Mubadala has drawn interest for all shares on offer in a sale of part of its stake in Emirates Integrated Telecommunications Co. (Du), while Vingroup has initiated civil lawsuits against 68 individuals and organisations accused of spreading false information about the group.
Mubadala seeks up to $920m from sale of Du stake
Abu Dhabi’s Mubadala Investment Co. has drawn interest for all shares on offer in a sale of part of its stake in Emirates Integrated Telecommunications Co. (Du), a deal worth as much as $920 million, according to a Bloomberg report.
Mubadala is offering 342 million shares, or a 7.55% stake, at 9-9.90 dirhams each. At the top end, matching Thursday’s closing price, the sale would raise 3.39 billion dirhams ($920m).
Mubadala owns roughly 10% of Du through its Mamoura Diversified Global Holding unit. It previously cut its Du stake in 2019, when it sold 10% — worth about $630 million at the time — to the Emirates Investment Authority.
Bookbuilding closes Sept. 12, with final pricing due September 15. The deal is led by Goldman Sachs, Abu Dhabi Commercial Bank, Emirates NBD, and First Abu Dhabi Bank.
Secondary offerings are gaining traction in the Gulf, with $3.8 billion raised in the UAE this year and $13 billion in Saudi Arabia, outpacing IPOs.
Vingroup sues individuals, organisations
Vietnamese conglomerate Vingroup has initiated civil lawsuits, reported to authorities, and sent notifications to foreign embassies regarding 68 individuals and organisations accused of spreading false information about the group on the Internet. The company said the move is not only to protect its legal rights but also to uphold social interests and the rule of law.
According to Vingroup, the accounts in question published misleading and defamatory content targeting the group, its chairman Pham Nhat Vuong, and senior executives on platforms such as TikTok, Facebook, and YouTube. The false claims largely centred on four topics.
The first is about financial health. There were allegations that Vingroup faced bankruptcy due to debts of 800 trillion dong. In reality, the group’s consolidated financial statements show total debt of around 283 trillion dong with a debt-to-equity ratio of 1.8 times — considered safe by both Vietnamese and international standards.

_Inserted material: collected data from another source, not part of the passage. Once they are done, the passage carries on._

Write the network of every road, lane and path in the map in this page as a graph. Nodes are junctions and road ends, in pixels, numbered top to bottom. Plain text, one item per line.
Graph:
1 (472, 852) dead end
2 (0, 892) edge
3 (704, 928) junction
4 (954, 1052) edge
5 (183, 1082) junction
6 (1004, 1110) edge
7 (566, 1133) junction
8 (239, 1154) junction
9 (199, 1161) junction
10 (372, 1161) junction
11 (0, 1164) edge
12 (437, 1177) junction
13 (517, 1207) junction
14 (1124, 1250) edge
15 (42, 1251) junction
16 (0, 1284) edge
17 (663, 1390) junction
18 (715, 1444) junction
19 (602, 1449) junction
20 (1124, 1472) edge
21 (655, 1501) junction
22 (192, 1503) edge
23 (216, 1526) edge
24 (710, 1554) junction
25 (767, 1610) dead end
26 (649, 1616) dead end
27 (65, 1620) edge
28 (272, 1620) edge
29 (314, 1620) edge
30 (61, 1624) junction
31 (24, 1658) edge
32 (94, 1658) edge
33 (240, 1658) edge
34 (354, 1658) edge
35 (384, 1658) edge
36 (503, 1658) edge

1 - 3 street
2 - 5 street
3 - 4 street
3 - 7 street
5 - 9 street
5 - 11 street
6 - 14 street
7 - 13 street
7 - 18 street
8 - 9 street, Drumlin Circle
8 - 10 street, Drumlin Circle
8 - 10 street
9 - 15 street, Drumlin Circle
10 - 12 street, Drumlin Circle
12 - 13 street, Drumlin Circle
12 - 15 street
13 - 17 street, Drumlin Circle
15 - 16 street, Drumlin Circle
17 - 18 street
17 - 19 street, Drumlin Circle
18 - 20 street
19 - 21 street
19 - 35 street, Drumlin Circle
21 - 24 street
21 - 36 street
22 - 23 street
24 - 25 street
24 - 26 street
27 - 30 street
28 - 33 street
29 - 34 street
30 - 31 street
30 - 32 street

The second is regarding product quality and origin: claims that VinFast vehicles were rebranded Chinese products. Vingroup clarified that VinFast controls its entire production chain, with 60% local content in Vietnam, expected to rise to 80%.
The third is about leadership: fabricated rumours about chairman Pham Nhat Vuong and mass employee resignations.
The last is legal and political issues: allegations that Vingroup’s products faced legal violations or were tied to government policies.
The company emphasised that these actions violate Vietnam’s 2018 Cybersecurity Law, the 2015 Penal Code, and civil rights protections, and that spreading false information is also punishable under international law.
Vingroup confirmed it has collected sufficient evidence against the 68 violators and is pursuing legal action in Vietnam as well as exploring lawsuits abroad. Notifications have been sent to foreign embassies in Vietnam and to Vietnamese embassies in countries where the individuals reside.